Chilean lawyer, farmer and politician (1907-1995)

Alberto Decombe Edwards (22 June 1907 – 25 September 1995) was a Chilean lawyer, farmer, and politician, member of the United Conservative Party. He served as a Deputy of the Republic representing the 6th Departmental Grouping (Valparaíso and Quillota) for two consecutive legislative terms between 1957 and 1965.

== Family and education ==
He was born in Santiago on 22 June 1907, the son of Alberto Decombe Echazarreta and María Luisa Edwards Vives. He completed his primary and secondary education at the Sacred Hearts School of Santiago, and later studied law at the Pontifical Catholic University of Chile (PUC).
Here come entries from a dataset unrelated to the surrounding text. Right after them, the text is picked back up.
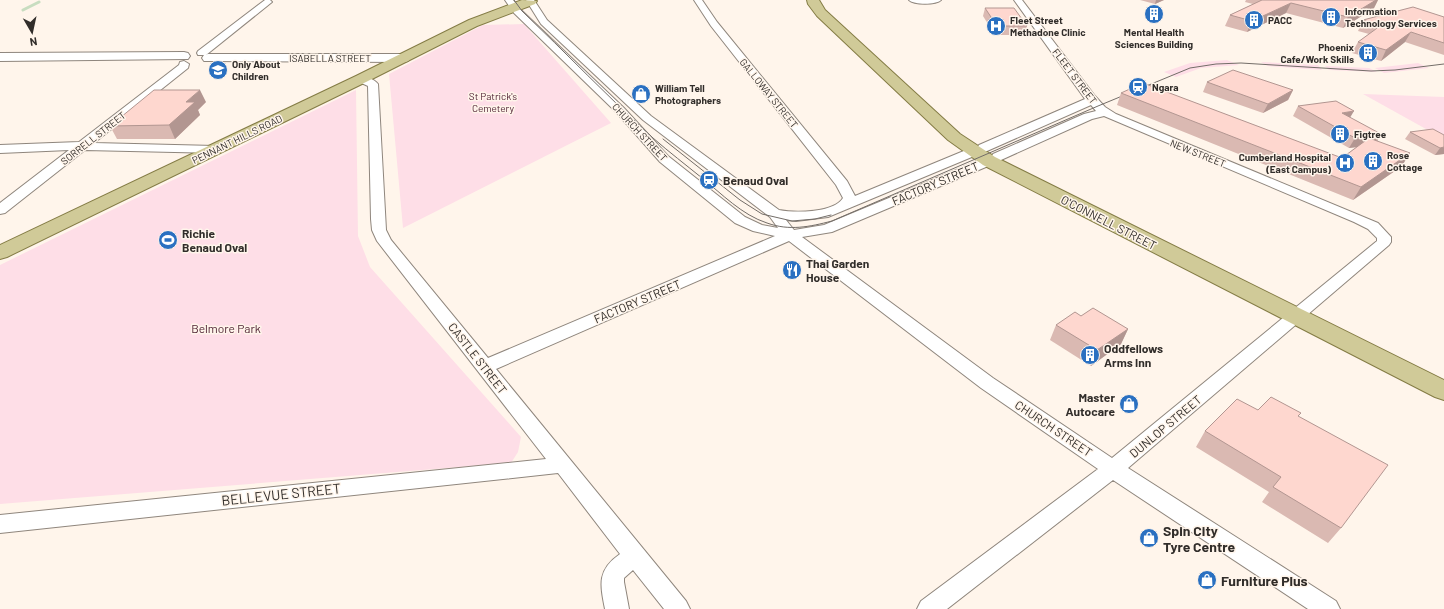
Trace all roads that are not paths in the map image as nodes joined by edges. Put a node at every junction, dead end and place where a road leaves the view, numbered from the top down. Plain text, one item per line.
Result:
1 (533, 0) edge
2 (698, 0) edge
3 (813, 0) edge
4 (826, 0) edge
5 (913, 0) edge
6 (936, 0) edge
7 (1018, 0) edge
8 (268, 1) edge
9 (510, 3) edge
10 (527, 20) junction
11 (479, 21) junction
12 (205, 55) junction
13 (0, 57) edge
14 (404, 58) junction
15 (184, 60) junction
16 (361, 79) junction
17 (1091, 98) junction
18 (1105, 112) junction
19 (82, 146) junction
20 (0, 149) edge
21 (215, 150) junction
22 (986, 154) junction
23 (842, 184) junction
24 (878, 192) junction
25 (846, 205) junction
26 (0, 210) edge
27 (776, 214) junction
28 (804, 217) junction
29 (1379, 231) joint
30 (790, 235) junction
31 (0, 253) edge
32 (1298, 313) junction
33 (484, 367) junction
34 (1444, 380) edge
35 (1444, 391) edge
36 (562, 464) junction
37 (1113, 468) junction
38 (0, 524) edge
39 (636, 555) junction
40 (617, 609) edge
41 (678, 609) edge
42 (929, 609) edge
43 (1328, 609) edge

1 - 9 main road, PENNANT HILLS ROAD
1 - 27 street, CHURCH STREET
2 - 23 street, GALLOWAY STREET
3 - 22 main road, O'CONNELL STREET
4 - 22 main road, O'CONNELL STREET
5 - 6 street
7 - 17 street, FLEET STREET
8 - 12 street
9 - 10 street, CHURCH STREET
9 - 11 main road, PENNANT HILLS ROAD
10 - 11 street
10 - 30 street, CHURCH STREET
11 - 14 main road, PENNANT HILLS ROAD
12 - 14 street, ISABELLA STREET
12 - 15 street, ISABELLA STREET
13 - 15 street
14 - 16 main road, PENNANT HILLS ROAD
15 - 19 street, SORRELL STREET
16 - 21 main road, PENNANT HILLS ROAD
16 - 33 street, CASTLE STREET
17 - 18 street, FLEET STREET
17 - 22 street, FACTORY STREET
18 - 22 street, FACTORY STREET
18 - 29 street, NEW STREET
19 - 20 street
19 - 21 street
19 - 26 street, SORRELL STREET
21 - 31 main road, PENNANT HILLS ROAD
22 - 24 street, FACTORY STREET
22 - 30 street, FACTORY STREET
22 - 32 main road, O'CONNELL STREET
23 - 24 street
23 - 25 street, GALLOWAY STREET
24 - 25 street, FACTORY STREET
25 - 28 street, FACTORY STREET
27 - 28 street
27 - 30 street, CHURCH STREET
28 - 30 street
29 - 32 street, DUNLOP STREET
30 - 33 street, FACTORY STREET
30 - 37 street, CHURCH STREET
32 - 34 main road, O'CONNELL STREET
32 - 35 main road, O'CONNELL STREET
32 - 37 street, DUNLOP STREET
33 - 36 street, CASTLE STREET
36 - 38 street, BELLEVUE STREET
36 - 39 street, CASTLE STREET
37 - 42 street, DUNLOP STREET
37 - 43 street, CHURCH STREET
39 - 40 street
39 - 41 street, CASTLE STREET

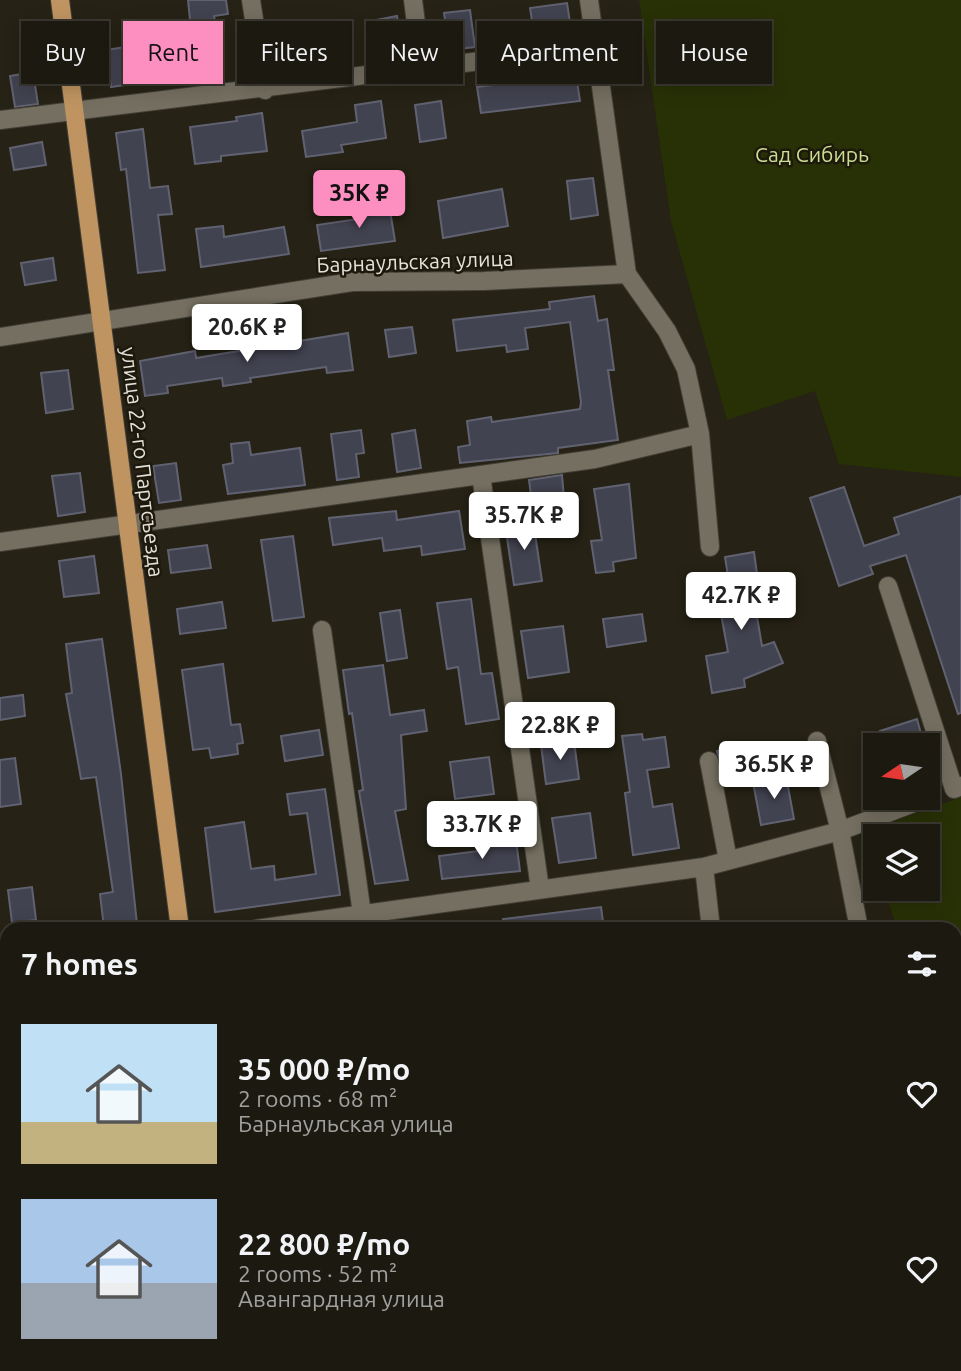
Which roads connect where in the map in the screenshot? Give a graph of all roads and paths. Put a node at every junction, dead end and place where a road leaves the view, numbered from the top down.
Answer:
1 (60, 0) edge
2 (251, 0) edge
3 (413, 0) edge
4 (589, 0) edge
5 (416, 21) edge
6 (591, 21) edge
7 (366, 77) edge
8 (599, 84) edge
9 (265, 90) junction
10 (75, 112) junction
11 (0, 120) edge
12 (627, 274) junction
13 (102, 322) junction
14 (0, 337) edge
15 (700, 434) junction
16 (481, 475) junction
17 (128, 524) junction
18 (0, 542) edge
19 (710, 547) dead end
20 (888, 586) dead end
21 (322, 630) dead end
22 (817, 741) dead end
23 (709, 761) dead end
24 (957, 787) edge
25 (940, 793) edge
26 (895, 810) edge
27 (840, 831) junction
28 (728, 860) junction
29 (704, 866) junction
30 (540, 890) junction
31 (362, 914) junction
32 (179, 922) edge
33 (305, 922) edge
34 (710, 922) edge
35 (858, 922) edge

1 - 10 main road, улица 22-го Партсъезда
2 - 9 street
3 - 5 street
4 - 6 street
7 - 9 street
8 - 12 street
9 - 10 street
10 - 11 street
10 - 13 main road, улица 22-го Партсъезда
12 - 13 street, Барнаульская улица
12 - 15 street
13 - 14 street, Барнаульская улица
13 - 17 main road, улица 22-го Партсъезда
15 - 16 street
15 - 19 street
16 - 17 street
16 - 30 street
17 - 18 street
17 - 32 main road, улица 22-го Партсъезда
20 - 24 street
21 - 31 street
22 - 27 street
23 - 28 street
24 - 25 street
26 - 27 street
27 - 28 street
27 - 35 street
28 - 29 street
29 - 30 street
29 - 34 street
30 - 31 street
31 - 33 street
After graduation, he practiced law and managed agricultural activities on his estate “Santa Olivia” in the commune of Quillota. He married Olga Villalobos Arteaga in Santiago on 21 December 1931, and they had five children.

== Political career ==
A member of the United Conservative Party (PCU), he was first elected Municipal councilor (regidor) for the commune of Quillota between 1953–1955 and 1955–1957, also serving as acting mayor during part of his tenure.

In the 1957 parliamentary elections, he was elected Deputy for the 6th Departmental Grouping (Valparaíso and Quillota) for the 1957–1961 legislative term. He sat on the Permanent Commission on Government and Interior. Re-elected in 1961 for the 1961–1965 term, he served on the Commissions on Public Education and on Public Works and Roads.

== Other activities ==
In addition to his political work, he was active in civic and agricultural organizations in Quillota. He served as director of the local branch of the National Agricultural Society (SNA), as trustee of the Rosa Krager Home for the Elderly and the Diego Echeverría Foundation, and as president of the Rafael Ariztía Center and of the Catholic Action movement in Quillota.

He was also a member of the Club de La Unión and the Lions Club.

He died in the commune of Las Condes (Santiago de Chile) on 25 September 1995.